If you’ve got a Core 2 Duo Mac and you don’t want to buy the new AirPort Express, there’ll be a patch to activate 802.11n, and it’ll cost five bucks… because of accounting requirements due to the post-Enron law.
the company believes that if it sells a product, then later adds a feature to that product, it can be held liable for improper accounting if it recognizes revenue from the product at the time of sale, given that it hasn’t finished delivering the product at that point.
It’s so absurd (especially in those times of financial scandal around Apple and Jobs) that I want to believe they’re for real — it would make any sense as a marketing decision.
Back when the 5.5G iPod were announced in September, there was a bit of speculation about why certain of the new features, like searching, weren’t made available via a firmware update for owners of original 5G iPods. A couple of friends at Apple told me their best guess was that it was for compliance with Sarbanes-Oxley.

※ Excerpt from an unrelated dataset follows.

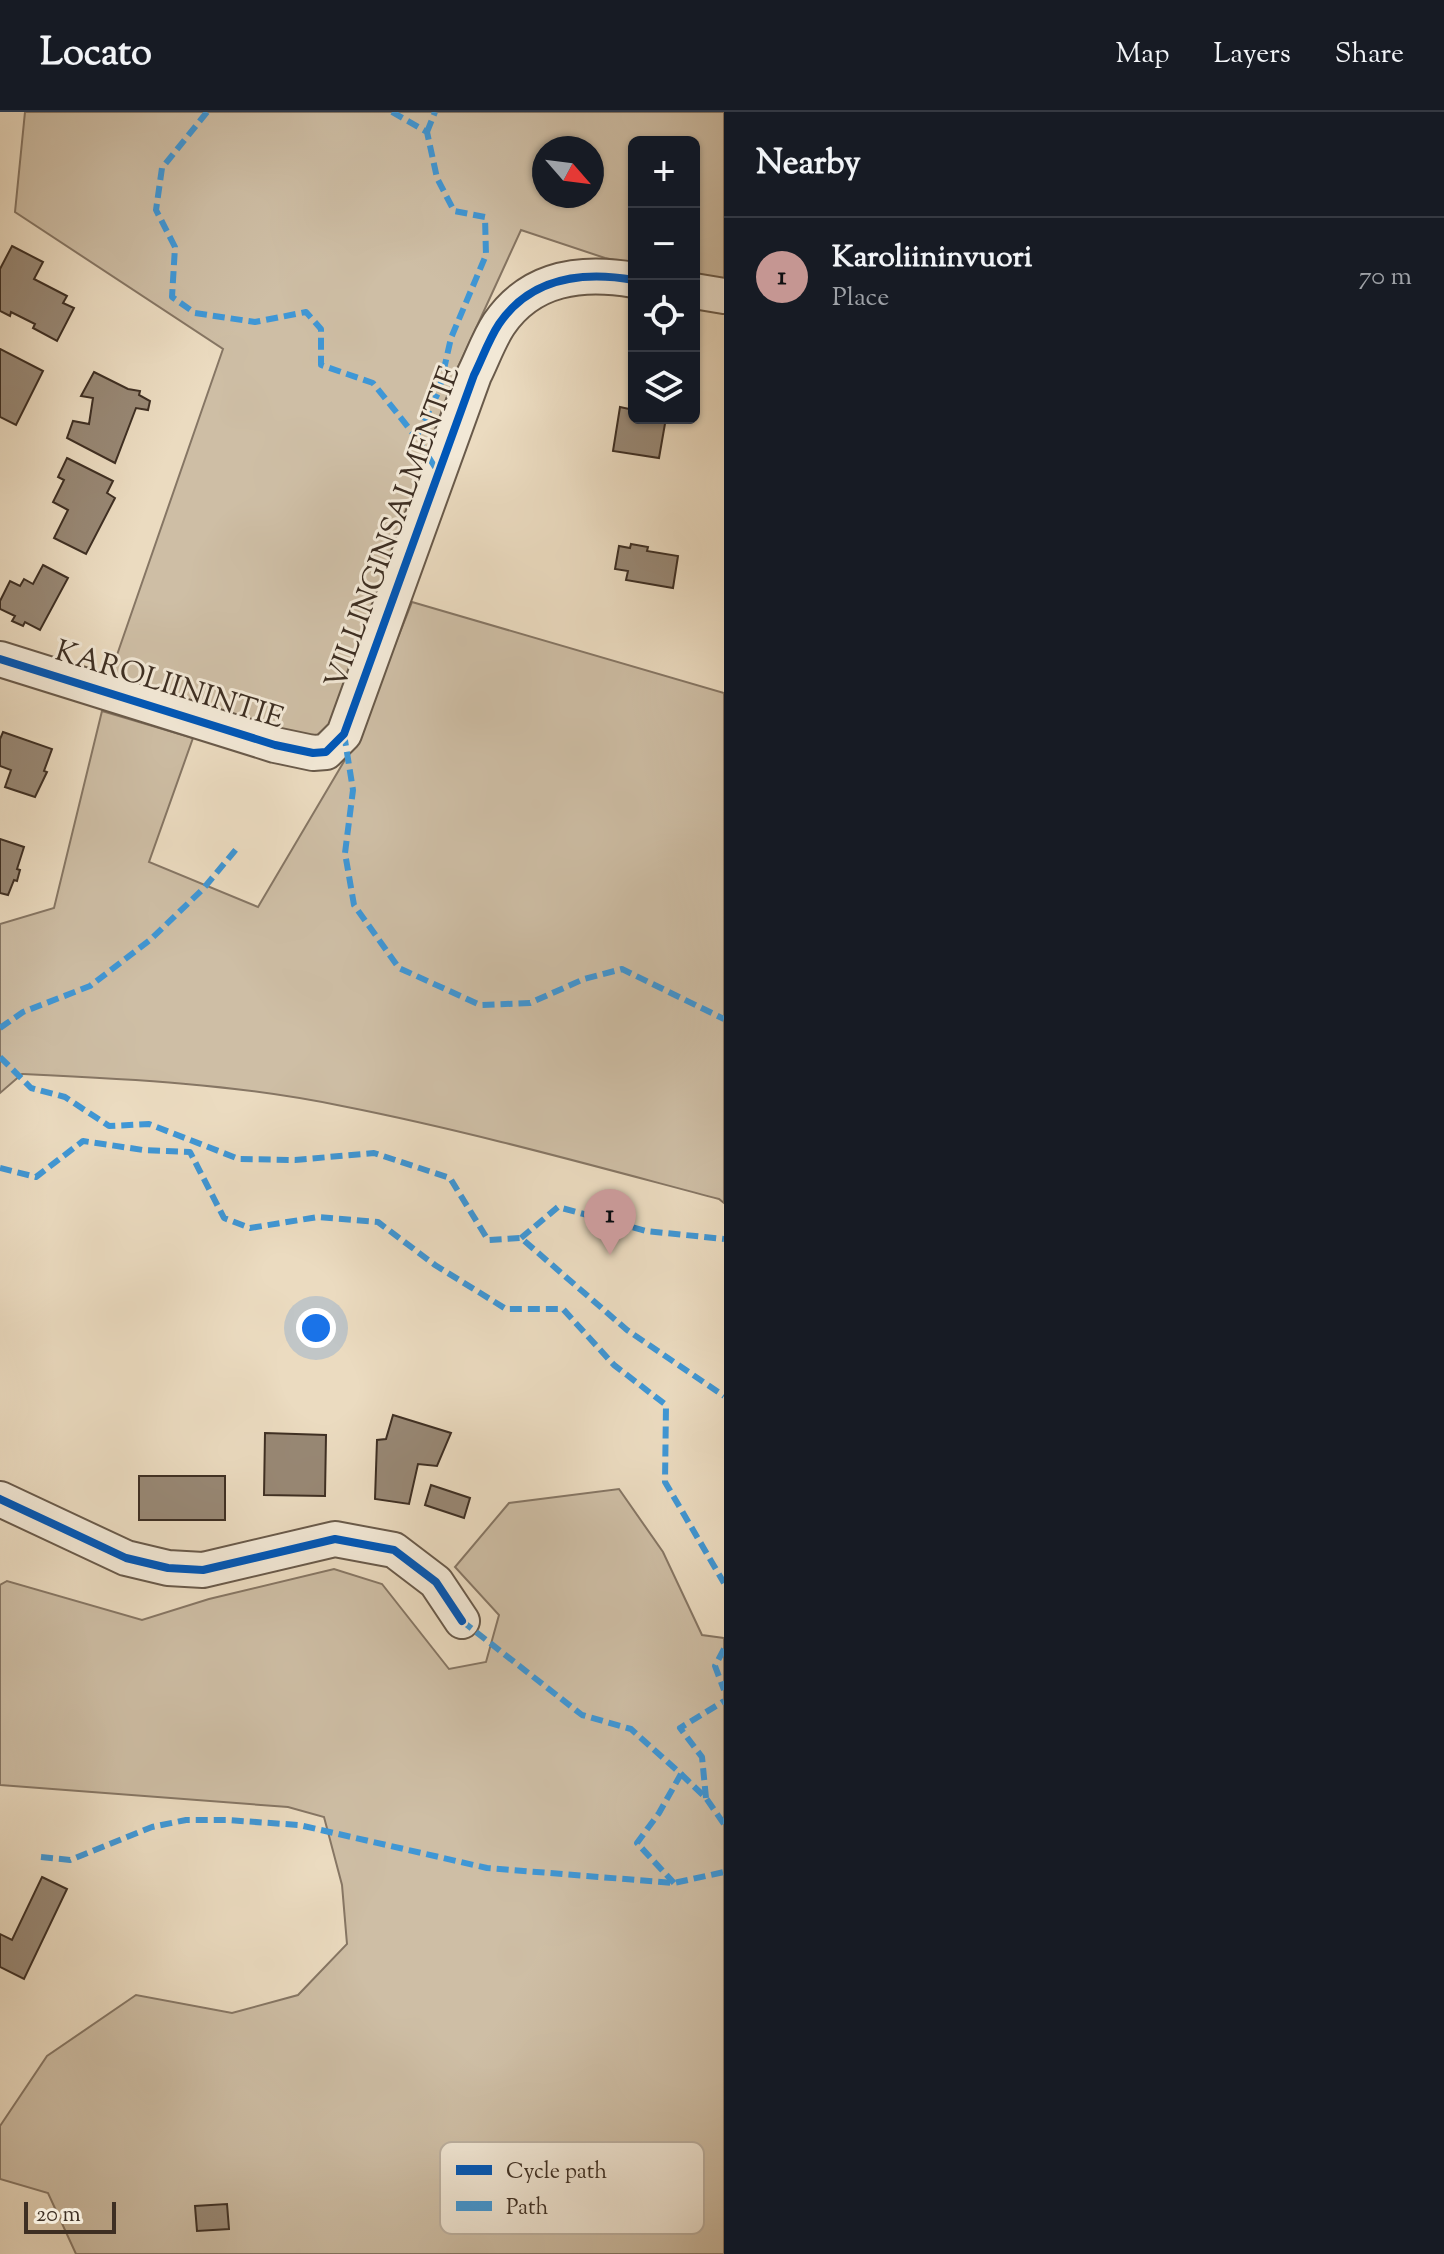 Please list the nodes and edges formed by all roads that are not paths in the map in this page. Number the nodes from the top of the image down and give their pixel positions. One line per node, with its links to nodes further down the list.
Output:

I’m not much for granting Apple the benefit of the doubt these days, but I still choose to believe that one.
The iPhone’s lackluster battery life isn’t only bad for its users, but for everyone. Just like you can’t get a phone with a monochrome screen and better battery life anywhere now (remember when you could read the time on your phone without waking it up to get backlighting? ah, good times), the market is going to follow as soon as Apple demonstrates that you can get many, many people to buy a cellphone that needs charging every night just so it can be thinner.
I don’t understand why having the Beatles on the iTunes Store would be a big deal. People who like them are likely to own the CDs already, aren’t they? And I don’t think that iTunes or iPod quite need the popularity symbol anymore.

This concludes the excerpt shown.